Coder Social home page Coder Social logo

Comments (7)

LTLA avatar LTLA commented on July 26, 2024

Thanks @ntamas for the heads-up. Yes, I also noticed this a few months ago when working directly with a recent version of the igraph C library. My solution at the time was to call the relevant seed setter at the C level.

However, it's not clear how I would do so via the R interface. I don't see an option to pass the seed in cluster_louvain on the latest commit of the R package. Maybe it is, as you say, as obvious as calling set.seed(), but this raises other issues, i.e., how do I guarantee that the seed value passed to the C interface is the same as the previous value?

For the purposes of this package, a different seed value is not too problematic, and we can easily set any seed to get the unit tests to pass. However, I also manage a number of Bioconductor workflows that will break if the clustering output changes, e.g., the OSCA book. Fixing these will be more problematic as I will need to manually go through all the examples/demonstrations and ensure that the text is referring to the right cluster number, otherwise my descriptions of the results will look rather silly.

Would it be too late to ask for a seed = argument to cluster_louvain()?

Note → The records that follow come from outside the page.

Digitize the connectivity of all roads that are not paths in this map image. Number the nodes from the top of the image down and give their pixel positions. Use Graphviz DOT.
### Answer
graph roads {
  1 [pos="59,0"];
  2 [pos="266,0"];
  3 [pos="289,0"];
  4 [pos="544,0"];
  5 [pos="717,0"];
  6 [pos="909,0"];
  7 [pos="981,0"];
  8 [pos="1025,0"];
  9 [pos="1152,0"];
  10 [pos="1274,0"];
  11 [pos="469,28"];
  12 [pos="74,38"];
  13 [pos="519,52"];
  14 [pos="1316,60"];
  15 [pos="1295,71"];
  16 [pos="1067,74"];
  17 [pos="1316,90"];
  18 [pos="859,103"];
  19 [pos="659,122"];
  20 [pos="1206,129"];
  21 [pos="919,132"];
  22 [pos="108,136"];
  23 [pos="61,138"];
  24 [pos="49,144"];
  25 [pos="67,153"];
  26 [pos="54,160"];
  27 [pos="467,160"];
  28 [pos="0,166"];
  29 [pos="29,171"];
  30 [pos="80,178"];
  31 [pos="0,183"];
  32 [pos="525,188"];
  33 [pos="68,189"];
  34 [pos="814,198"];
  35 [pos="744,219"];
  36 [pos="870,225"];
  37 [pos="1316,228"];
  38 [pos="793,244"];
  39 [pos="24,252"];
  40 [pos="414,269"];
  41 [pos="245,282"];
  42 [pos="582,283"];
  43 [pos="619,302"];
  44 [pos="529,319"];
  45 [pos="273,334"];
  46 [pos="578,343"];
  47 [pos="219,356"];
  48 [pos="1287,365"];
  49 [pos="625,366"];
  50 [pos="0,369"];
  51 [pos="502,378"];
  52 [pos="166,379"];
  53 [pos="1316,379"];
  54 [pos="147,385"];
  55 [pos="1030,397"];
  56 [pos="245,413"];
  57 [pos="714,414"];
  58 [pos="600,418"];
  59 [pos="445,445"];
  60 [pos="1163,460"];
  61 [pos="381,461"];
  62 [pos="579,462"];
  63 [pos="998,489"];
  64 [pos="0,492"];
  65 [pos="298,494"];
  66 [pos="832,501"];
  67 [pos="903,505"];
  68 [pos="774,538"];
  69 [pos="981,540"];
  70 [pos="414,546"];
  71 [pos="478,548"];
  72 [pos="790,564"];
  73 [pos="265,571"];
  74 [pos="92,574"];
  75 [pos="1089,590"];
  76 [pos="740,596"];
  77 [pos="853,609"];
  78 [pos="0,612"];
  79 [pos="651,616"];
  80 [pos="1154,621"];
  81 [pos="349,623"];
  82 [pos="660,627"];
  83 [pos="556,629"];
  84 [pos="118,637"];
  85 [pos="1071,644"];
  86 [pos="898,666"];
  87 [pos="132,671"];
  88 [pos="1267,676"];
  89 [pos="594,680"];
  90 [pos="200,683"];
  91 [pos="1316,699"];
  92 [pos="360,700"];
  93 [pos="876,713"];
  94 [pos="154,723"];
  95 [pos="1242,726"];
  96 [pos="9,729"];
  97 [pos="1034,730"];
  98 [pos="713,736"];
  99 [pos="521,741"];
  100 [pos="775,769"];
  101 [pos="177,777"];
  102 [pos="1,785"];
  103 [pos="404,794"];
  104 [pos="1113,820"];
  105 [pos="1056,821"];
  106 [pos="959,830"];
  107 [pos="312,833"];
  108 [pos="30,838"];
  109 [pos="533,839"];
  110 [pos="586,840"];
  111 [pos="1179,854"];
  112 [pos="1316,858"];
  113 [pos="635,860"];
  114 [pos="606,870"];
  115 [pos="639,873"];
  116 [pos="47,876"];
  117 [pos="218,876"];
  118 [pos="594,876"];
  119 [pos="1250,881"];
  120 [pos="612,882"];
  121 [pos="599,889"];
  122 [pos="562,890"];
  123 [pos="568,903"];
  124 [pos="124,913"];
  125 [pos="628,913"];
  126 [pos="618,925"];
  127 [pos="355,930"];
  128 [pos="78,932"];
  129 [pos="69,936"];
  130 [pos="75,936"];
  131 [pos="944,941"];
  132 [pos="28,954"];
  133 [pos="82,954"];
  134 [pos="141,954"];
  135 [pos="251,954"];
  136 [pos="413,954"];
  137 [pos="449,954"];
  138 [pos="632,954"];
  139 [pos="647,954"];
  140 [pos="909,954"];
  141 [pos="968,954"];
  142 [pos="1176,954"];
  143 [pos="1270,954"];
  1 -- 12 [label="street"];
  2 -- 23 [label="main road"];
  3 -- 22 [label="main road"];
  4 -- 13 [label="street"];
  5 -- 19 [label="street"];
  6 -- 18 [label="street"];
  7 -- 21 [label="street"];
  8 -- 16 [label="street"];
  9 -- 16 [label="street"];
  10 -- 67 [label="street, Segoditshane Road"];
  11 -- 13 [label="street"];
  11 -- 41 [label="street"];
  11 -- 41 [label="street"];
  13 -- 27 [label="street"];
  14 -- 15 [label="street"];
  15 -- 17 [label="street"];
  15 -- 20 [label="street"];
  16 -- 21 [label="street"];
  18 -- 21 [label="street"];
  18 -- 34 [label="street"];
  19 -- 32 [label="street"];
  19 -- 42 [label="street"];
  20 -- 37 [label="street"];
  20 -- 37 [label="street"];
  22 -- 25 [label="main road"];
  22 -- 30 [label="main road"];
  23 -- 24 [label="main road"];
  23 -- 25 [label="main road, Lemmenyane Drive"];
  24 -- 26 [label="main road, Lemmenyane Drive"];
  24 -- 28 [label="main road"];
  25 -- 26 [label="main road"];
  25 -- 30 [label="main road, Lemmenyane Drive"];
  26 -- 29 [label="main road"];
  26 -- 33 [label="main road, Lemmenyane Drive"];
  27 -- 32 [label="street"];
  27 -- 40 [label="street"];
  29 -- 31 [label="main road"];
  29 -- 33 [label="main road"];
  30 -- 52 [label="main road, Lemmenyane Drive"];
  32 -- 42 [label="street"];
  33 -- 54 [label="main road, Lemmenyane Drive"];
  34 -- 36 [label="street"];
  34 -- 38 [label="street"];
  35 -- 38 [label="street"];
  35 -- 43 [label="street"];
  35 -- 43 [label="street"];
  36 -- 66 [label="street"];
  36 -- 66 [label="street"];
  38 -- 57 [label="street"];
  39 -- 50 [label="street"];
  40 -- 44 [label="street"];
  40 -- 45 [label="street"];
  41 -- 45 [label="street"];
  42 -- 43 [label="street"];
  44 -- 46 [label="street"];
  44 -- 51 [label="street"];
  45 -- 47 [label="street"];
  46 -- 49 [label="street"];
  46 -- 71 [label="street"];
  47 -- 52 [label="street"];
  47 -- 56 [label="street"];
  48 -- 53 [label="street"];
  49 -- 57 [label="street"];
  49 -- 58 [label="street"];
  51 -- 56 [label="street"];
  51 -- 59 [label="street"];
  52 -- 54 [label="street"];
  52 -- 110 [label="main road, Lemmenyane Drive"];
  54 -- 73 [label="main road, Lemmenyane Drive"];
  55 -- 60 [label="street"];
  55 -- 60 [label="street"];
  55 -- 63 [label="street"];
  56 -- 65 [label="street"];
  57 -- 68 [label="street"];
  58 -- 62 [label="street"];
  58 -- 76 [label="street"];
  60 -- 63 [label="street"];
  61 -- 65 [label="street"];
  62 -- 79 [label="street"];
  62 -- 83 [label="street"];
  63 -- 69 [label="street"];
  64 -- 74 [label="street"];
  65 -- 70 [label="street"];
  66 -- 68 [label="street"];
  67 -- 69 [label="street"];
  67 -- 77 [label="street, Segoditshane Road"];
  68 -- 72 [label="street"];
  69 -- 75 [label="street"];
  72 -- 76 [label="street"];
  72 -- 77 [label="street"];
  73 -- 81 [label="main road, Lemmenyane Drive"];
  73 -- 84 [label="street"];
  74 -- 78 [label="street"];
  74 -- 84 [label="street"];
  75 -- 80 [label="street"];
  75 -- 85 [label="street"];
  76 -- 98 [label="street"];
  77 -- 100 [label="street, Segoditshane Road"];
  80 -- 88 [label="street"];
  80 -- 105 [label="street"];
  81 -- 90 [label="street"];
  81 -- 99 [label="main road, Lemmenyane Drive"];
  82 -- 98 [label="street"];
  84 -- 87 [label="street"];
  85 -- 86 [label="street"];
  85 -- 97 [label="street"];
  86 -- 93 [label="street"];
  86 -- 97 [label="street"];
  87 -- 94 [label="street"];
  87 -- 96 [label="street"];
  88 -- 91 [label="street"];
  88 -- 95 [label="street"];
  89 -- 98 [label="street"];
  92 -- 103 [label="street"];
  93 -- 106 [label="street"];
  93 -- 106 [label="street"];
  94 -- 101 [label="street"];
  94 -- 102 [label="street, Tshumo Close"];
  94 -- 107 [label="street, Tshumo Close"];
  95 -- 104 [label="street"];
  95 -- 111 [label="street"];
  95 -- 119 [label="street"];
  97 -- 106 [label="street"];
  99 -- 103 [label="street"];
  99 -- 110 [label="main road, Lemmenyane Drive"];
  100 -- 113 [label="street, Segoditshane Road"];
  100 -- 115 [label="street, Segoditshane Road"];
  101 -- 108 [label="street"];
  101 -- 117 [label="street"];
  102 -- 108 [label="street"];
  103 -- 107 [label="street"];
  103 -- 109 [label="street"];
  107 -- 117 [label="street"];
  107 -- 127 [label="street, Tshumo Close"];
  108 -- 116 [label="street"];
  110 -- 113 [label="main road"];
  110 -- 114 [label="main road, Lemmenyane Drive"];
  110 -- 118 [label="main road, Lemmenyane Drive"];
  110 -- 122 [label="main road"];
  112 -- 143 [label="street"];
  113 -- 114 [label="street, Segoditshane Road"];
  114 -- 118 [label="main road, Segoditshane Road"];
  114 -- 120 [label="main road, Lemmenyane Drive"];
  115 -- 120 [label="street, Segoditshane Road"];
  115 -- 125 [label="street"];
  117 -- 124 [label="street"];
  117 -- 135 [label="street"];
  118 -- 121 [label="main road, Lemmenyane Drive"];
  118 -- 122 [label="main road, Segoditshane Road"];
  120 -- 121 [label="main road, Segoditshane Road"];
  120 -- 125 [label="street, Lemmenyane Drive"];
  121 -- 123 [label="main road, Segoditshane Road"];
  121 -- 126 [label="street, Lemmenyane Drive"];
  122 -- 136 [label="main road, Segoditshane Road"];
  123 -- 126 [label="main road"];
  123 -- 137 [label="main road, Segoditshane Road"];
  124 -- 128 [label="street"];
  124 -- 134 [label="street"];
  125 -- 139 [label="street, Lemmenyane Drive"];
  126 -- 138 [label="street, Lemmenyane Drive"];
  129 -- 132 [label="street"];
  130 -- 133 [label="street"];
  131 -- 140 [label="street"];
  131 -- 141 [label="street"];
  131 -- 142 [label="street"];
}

This would still allow randomization by default but then I could pass seed = 42 to get the same results as before. I could also insulate my users from changes in the underlying package, at least until the next Bioconductor release rolls around (which gives me an excuse to have a change in behavior).

from bluster.

ntamas avatar ntamas commented on July 26, 2024

Summon @vtraag :) Vincent made the improvements to the Louvain clustering algorithm and I'd appreciate his input on ways to make things deterministic if possible, and/or restore the old behaviour by some artificial means. As far as I know, set.seed() should be enough if the underlying implementation does not change, but if the underlying C code is reorganized so that the generated numbers from the RNG are used differently, then all bets are off. The only way to guarantee reproducibility for randomized algorithms is not only to set the seed but also to pin down the concrete implementation of the algorithm.

from bluster.

szhorvat avatar szhorvat commented on July 26, 2024

Would it be too late to ask for a seed = argument to cluster_louvain()? This would still allow randomization by default but then I could pass seed = 42 to get the same results as before.

You can do this right now by just using set.seed. All igraph function in R use R's own random number generator.

but this raises other issues, i.e., how do I guarantee that the seed value passed to the C interface is the same as the previous value?

If you are asking whether it is possible to get the same result as in previous versions, the answer is no: the current implementation cannot produce that. Previously, vertices were iterated over in vertex ID order. Now they are iterated over in a random order, which in practice will never be the same as before, for any seed.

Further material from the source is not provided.